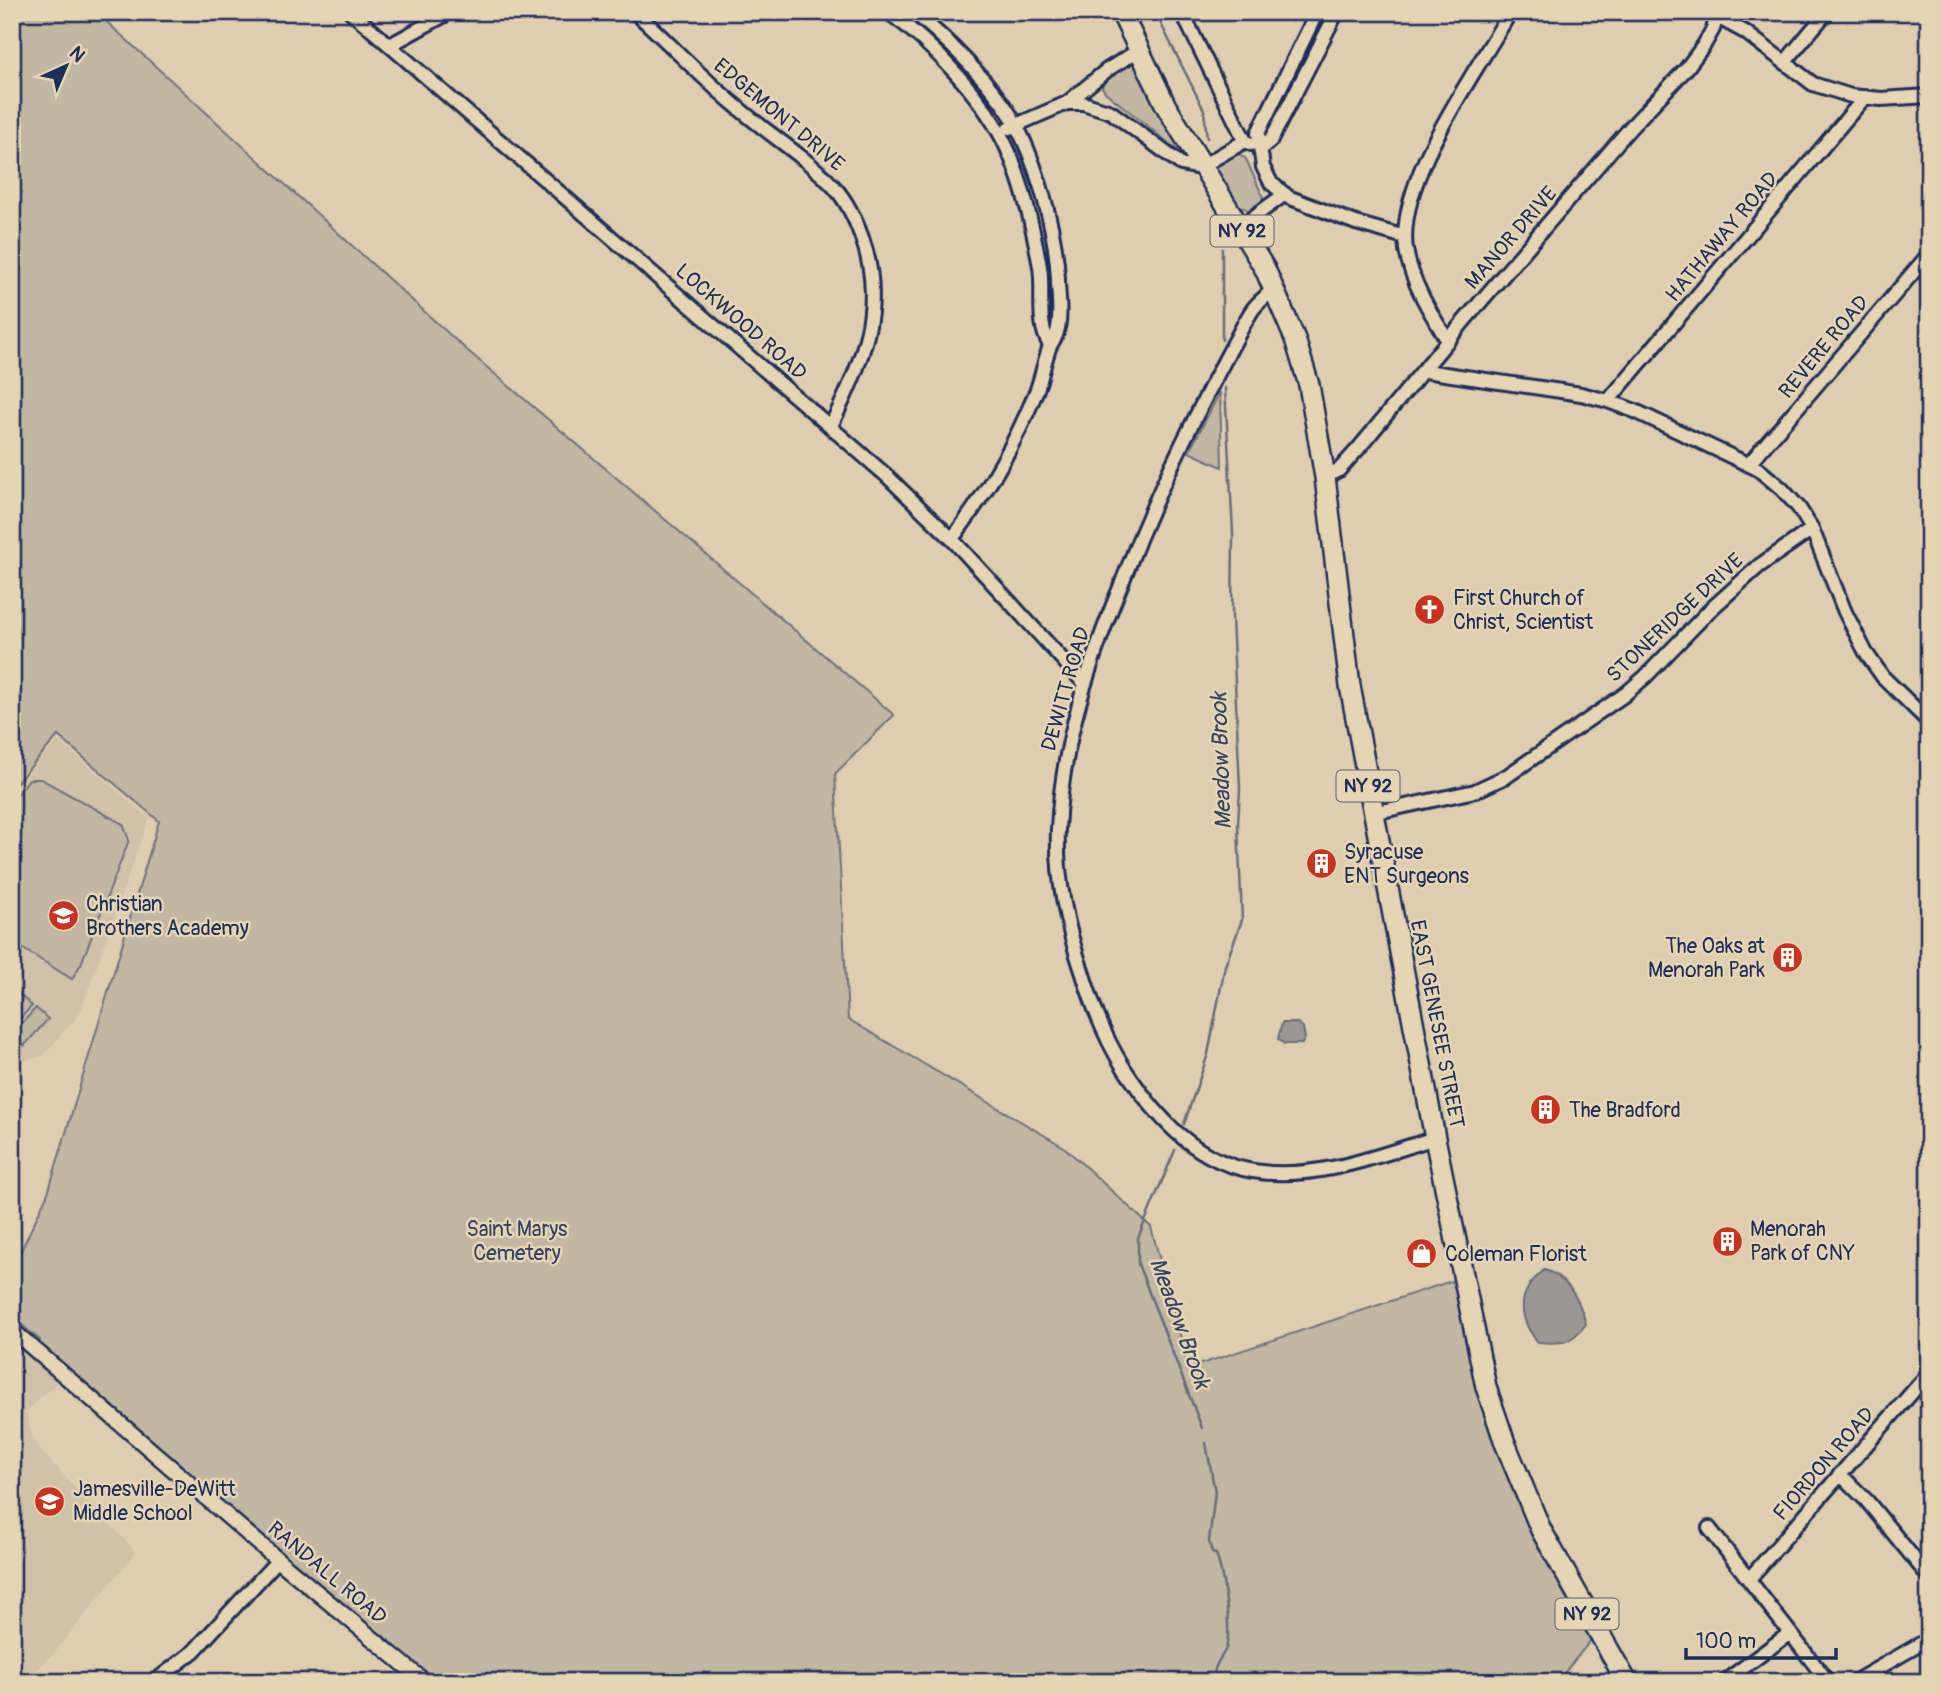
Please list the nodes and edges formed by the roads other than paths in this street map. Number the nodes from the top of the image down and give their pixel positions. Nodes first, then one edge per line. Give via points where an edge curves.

* * *

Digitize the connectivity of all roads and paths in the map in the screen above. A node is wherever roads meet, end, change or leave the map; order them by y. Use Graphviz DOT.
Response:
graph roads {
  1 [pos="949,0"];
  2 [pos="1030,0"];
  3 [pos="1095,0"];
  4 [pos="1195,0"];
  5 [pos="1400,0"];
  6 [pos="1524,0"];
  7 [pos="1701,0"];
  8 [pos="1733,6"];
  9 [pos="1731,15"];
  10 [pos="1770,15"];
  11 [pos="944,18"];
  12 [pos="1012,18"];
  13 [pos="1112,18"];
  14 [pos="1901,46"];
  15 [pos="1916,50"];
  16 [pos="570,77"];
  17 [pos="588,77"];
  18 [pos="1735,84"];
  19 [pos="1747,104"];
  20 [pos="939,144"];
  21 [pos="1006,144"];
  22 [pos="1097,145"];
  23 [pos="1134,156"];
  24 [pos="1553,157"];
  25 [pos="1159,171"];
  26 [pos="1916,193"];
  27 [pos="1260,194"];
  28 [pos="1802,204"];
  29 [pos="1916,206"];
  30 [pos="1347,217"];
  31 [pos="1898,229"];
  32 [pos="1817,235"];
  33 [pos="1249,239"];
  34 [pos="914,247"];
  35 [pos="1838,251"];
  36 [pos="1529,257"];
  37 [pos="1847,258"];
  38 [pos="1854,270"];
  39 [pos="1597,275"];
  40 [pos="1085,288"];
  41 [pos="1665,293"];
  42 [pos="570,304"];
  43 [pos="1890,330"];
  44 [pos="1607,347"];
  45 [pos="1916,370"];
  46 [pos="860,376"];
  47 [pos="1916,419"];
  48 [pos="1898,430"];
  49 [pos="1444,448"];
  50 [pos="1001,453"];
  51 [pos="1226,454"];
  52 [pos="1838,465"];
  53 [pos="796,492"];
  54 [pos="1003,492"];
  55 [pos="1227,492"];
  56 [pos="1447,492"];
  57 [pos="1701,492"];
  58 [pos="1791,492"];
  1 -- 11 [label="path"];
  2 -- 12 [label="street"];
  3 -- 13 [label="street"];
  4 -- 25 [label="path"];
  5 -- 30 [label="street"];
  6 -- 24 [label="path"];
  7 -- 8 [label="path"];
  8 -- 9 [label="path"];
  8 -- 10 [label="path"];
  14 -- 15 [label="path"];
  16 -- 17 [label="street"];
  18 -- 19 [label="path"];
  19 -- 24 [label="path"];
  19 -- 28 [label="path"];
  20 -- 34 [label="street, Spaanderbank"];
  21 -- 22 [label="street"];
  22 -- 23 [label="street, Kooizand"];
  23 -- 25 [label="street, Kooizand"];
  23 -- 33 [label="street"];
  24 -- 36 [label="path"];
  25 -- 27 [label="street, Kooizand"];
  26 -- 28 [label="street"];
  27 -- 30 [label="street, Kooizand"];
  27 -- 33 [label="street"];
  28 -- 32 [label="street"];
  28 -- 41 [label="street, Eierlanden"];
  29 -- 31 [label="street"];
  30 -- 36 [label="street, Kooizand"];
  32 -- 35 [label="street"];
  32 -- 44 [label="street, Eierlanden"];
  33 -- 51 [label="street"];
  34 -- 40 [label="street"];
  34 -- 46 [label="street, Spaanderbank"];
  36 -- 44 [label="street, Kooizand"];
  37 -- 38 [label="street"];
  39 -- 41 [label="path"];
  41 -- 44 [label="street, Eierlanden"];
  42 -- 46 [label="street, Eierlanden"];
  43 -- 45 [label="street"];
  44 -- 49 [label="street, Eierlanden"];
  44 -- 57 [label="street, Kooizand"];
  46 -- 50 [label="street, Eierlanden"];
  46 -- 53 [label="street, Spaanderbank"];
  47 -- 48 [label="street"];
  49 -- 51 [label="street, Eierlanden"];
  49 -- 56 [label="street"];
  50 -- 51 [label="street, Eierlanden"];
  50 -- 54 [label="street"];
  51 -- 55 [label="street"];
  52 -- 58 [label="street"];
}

...

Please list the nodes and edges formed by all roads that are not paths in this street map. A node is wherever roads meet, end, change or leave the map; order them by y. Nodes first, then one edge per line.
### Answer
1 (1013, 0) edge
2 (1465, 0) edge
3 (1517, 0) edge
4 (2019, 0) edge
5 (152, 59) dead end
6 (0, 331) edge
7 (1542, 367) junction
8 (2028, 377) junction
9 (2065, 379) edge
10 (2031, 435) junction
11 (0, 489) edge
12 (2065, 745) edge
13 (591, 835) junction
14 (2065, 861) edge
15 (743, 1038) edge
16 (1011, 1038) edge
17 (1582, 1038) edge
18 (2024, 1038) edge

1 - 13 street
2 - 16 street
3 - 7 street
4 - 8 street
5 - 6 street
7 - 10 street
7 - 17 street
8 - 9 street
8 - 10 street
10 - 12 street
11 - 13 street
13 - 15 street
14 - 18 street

● YOUR GOAL
Of the lines above, copy each one that contains the word "meet".

● ANSWER
Digitize the connectivity of all roads and paths in the map in the screen above. A node is wherever roads meet, end, change or leave the map; order them by y. Use Graphviz DOT.
Please list the nodes and edges formed by all roads that are not paths in this street map. A node is wherever roads meet, end, change or leave the map; order them by y. Nodes first, then one edge per line.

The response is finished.